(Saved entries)
┌──

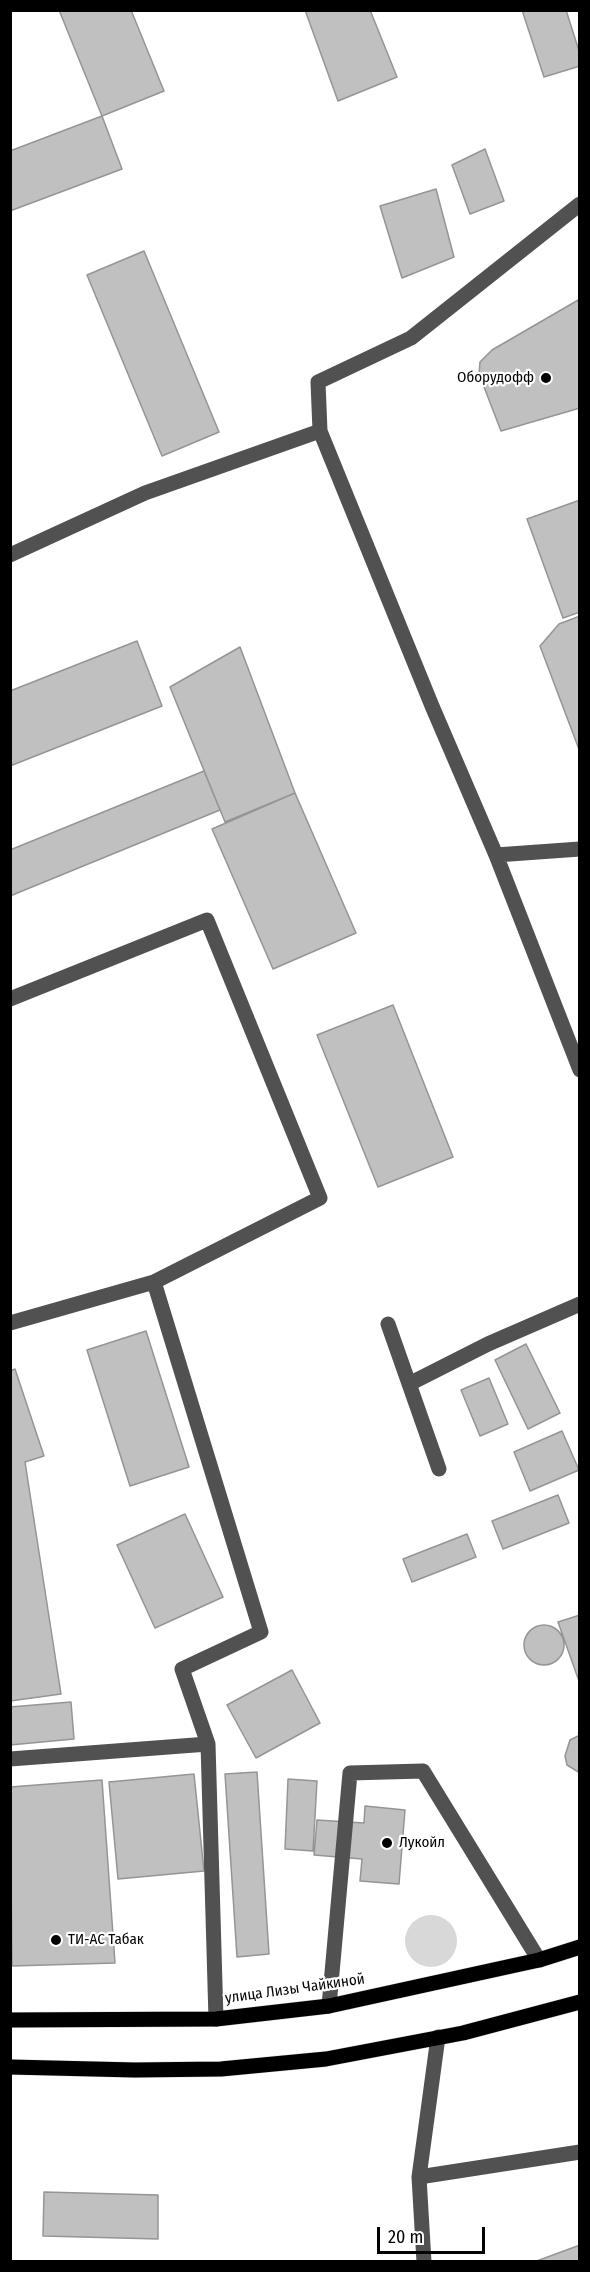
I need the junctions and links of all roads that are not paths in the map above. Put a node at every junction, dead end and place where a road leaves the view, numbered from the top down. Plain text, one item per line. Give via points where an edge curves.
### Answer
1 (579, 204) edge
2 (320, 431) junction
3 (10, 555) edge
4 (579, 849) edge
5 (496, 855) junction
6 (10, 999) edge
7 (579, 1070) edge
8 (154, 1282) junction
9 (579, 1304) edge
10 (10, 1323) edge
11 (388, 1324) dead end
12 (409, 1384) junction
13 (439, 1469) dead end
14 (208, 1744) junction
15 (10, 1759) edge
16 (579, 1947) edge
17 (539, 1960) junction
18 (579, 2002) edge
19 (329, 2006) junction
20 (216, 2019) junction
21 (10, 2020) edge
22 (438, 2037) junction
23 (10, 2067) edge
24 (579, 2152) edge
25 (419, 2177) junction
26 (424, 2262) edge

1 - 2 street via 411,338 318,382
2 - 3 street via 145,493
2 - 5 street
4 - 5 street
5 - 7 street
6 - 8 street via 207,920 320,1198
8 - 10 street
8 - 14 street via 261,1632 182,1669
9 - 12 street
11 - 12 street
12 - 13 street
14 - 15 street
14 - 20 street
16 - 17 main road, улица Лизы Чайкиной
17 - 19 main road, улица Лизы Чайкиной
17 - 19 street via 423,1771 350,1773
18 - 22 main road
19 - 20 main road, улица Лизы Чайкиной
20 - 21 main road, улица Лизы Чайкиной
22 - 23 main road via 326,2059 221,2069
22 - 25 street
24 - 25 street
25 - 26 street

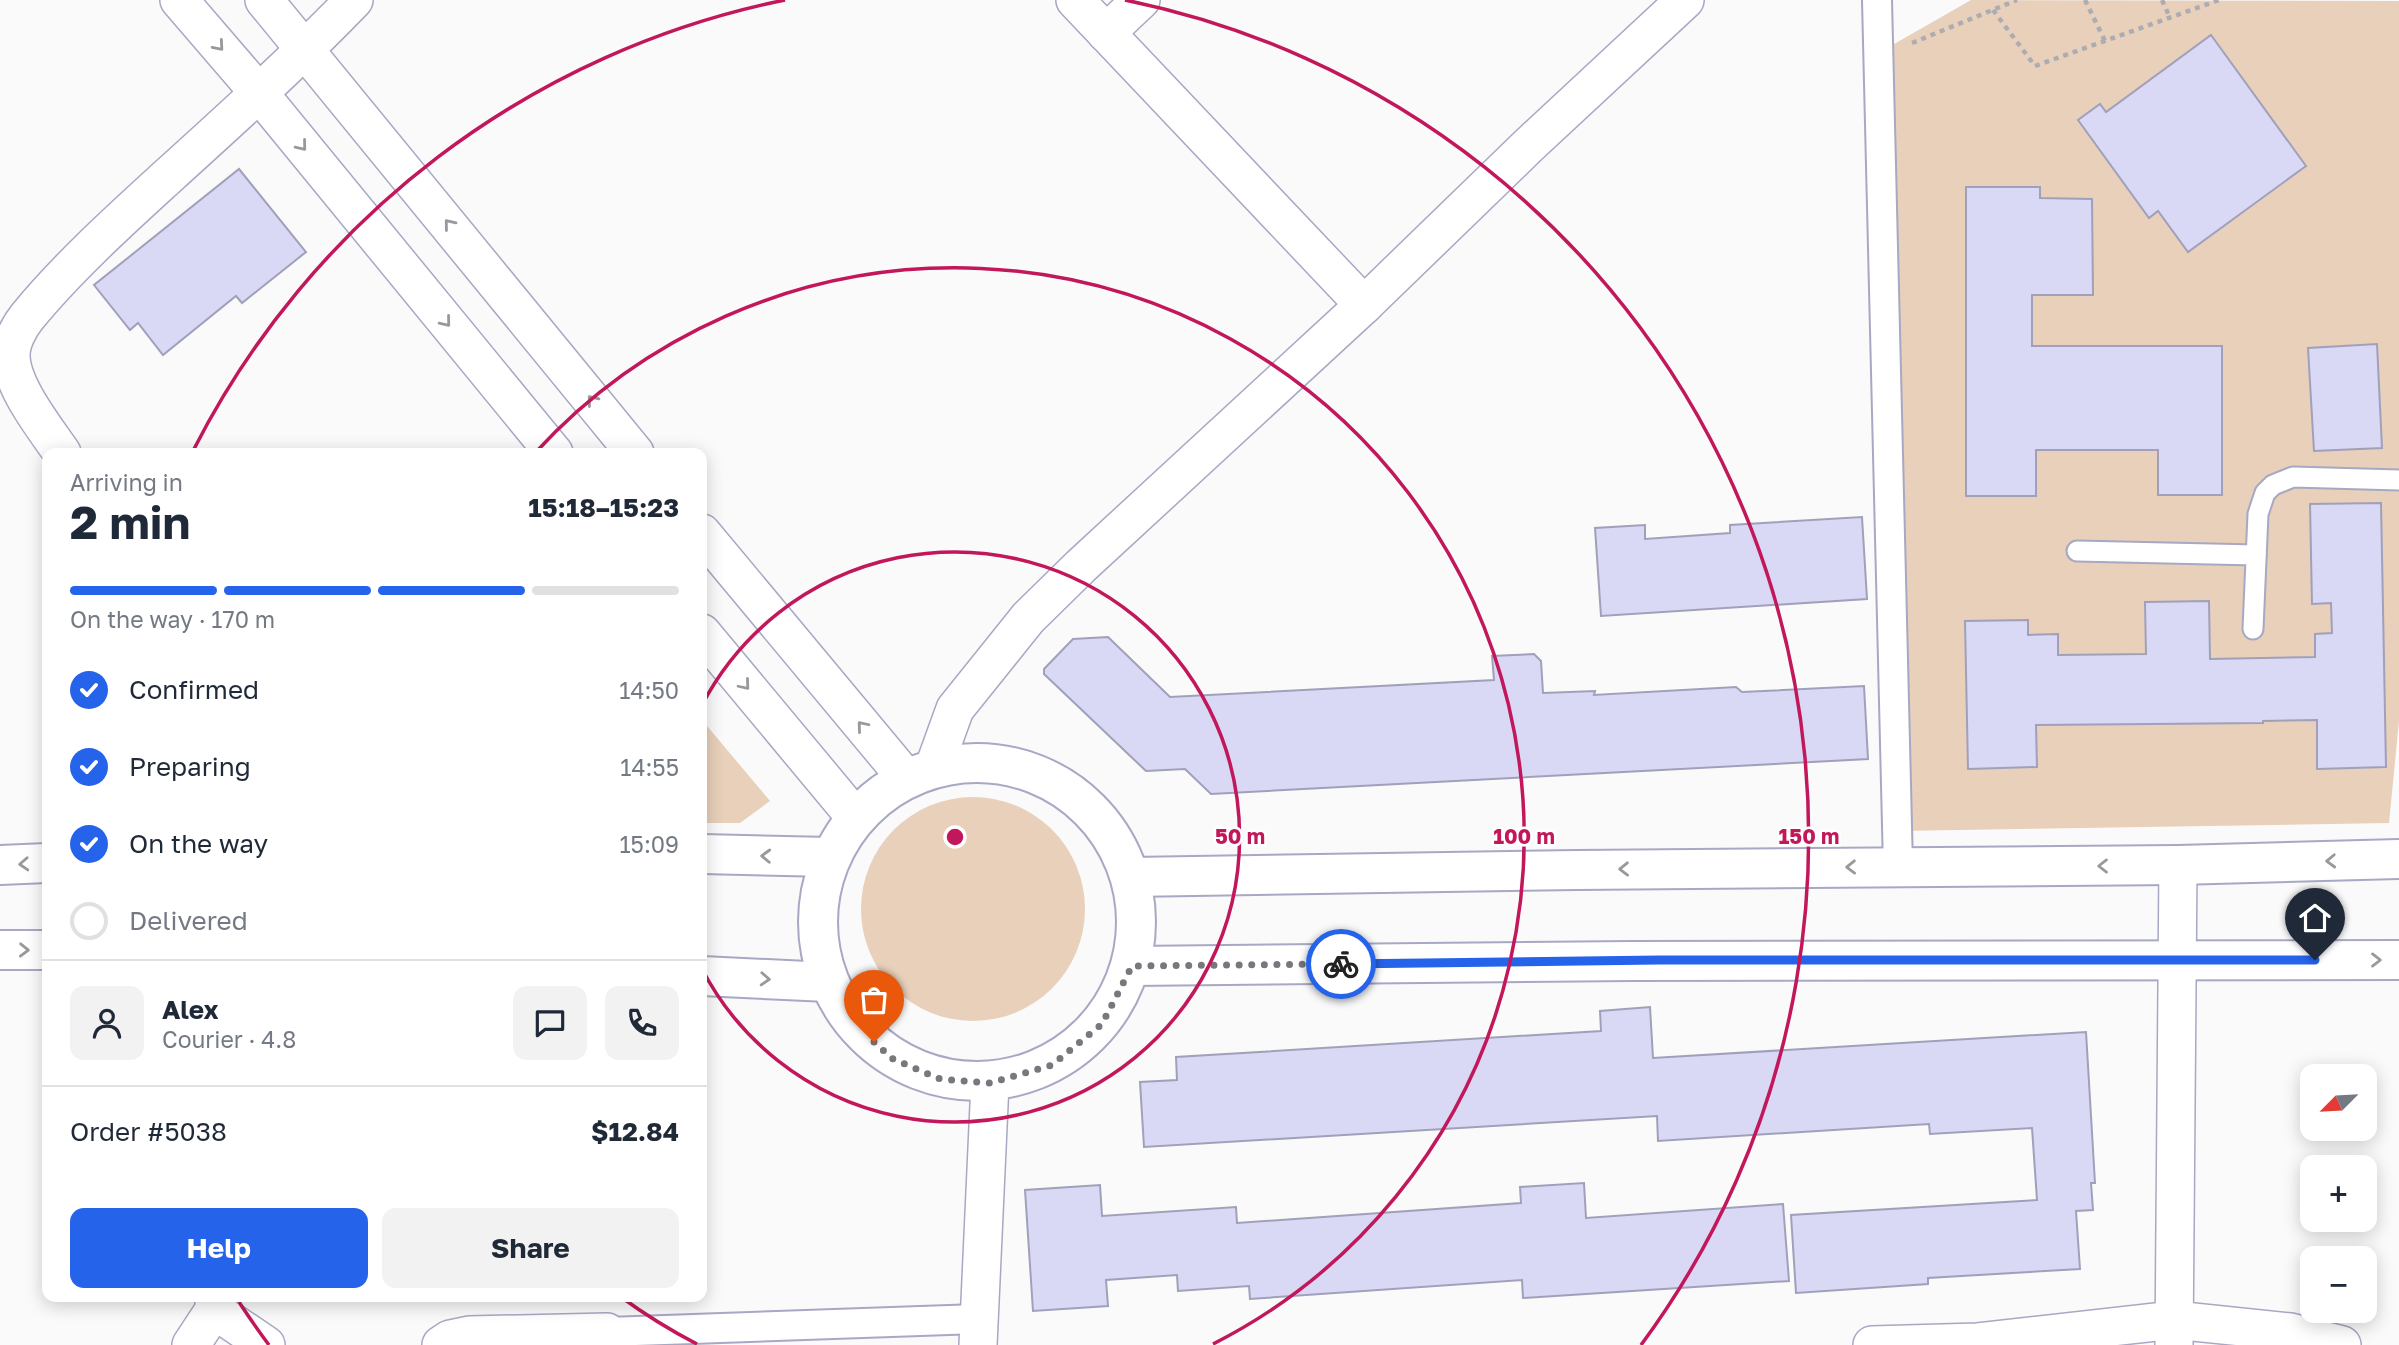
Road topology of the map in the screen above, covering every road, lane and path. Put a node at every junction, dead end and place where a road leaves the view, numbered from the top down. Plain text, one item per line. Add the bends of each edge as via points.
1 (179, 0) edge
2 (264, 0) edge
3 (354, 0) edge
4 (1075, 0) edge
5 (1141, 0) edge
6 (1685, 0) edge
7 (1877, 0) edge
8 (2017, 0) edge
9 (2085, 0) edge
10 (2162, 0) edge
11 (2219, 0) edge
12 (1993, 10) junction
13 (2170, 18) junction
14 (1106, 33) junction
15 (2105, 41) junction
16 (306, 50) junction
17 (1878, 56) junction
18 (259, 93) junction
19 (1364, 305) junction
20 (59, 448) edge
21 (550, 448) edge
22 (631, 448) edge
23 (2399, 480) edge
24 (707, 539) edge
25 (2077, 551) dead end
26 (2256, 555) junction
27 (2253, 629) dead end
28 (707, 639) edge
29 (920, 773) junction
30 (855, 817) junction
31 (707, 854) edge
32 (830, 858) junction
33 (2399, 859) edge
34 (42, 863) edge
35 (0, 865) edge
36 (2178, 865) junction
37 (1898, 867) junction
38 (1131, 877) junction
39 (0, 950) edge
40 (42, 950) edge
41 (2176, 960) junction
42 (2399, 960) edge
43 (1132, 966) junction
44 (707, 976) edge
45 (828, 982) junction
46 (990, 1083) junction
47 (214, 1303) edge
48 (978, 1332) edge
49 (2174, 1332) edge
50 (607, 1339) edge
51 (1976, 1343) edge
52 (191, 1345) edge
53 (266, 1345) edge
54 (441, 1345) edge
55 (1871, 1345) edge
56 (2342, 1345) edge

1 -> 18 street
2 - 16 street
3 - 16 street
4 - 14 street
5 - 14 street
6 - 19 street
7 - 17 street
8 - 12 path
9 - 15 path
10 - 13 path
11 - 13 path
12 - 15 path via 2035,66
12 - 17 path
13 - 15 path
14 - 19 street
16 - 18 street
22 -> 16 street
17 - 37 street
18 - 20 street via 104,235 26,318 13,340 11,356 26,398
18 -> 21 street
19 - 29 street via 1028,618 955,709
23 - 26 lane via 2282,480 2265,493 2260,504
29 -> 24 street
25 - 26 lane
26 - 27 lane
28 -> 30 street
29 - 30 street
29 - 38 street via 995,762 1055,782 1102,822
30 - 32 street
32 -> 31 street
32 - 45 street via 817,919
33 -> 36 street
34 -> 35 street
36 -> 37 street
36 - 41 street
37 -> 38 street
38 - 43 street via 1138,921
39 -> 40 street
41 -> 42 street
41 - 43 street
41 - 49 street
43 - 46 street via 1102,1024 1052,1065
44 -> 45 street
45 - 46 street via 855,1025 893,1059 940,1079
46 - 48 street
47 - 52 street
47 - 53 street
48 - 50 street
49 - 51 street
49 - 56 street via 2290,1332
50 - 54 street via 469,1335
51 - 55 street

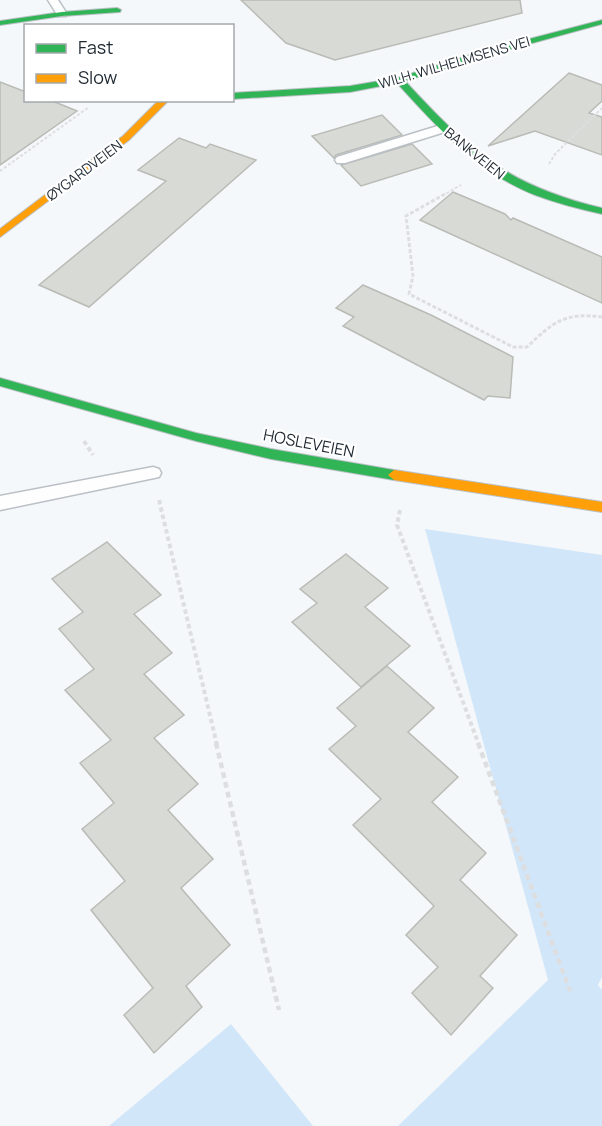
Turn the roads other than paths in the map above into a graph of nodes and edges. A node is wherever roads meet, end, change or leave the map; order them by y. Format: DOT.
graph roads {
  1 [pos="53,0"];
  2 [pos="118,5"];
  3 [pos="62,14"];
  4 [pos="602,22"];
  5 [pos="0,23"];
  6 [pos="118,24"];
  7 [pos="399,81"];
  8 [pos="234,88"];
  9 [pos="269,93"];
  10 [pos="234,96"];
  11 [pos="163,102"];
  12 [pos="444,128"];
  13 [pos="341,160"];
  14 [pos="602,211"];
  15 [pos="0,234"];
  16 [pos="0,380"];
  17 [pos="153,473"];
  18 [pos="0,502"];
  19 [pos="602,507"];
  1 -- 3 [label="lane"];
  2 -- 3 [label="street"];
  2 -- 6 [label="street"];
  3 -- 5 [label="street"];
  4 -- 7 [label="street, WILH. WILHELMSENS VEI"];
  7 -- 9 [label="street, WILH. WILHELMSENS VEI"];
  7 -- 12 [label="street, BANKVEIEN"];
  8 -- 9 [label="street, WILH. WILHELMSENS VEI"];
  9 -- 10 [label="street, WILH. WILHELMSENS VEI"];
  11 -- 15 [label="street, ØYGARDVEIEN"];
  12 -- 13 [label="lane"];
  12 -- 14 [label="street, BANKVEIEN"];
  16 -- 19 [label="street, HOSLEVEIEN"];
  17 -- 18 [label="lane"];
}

└──

● **Action item**:
In the entries above, some lines hold the string "WILHELMSENS". Copy each of them.

● **Worked solution**:
  4 -- 7 [label="street, WILH. WILHELMSENS VEI"];
  7 -- 9 [label="street, WILH. WILHELMSENS VEI"];
  8 -- 9 [label="street, WILH. WILHELMSENS VEI"];
  9 -- 10 [label="street, WILH. WILHELMSENS VEI"];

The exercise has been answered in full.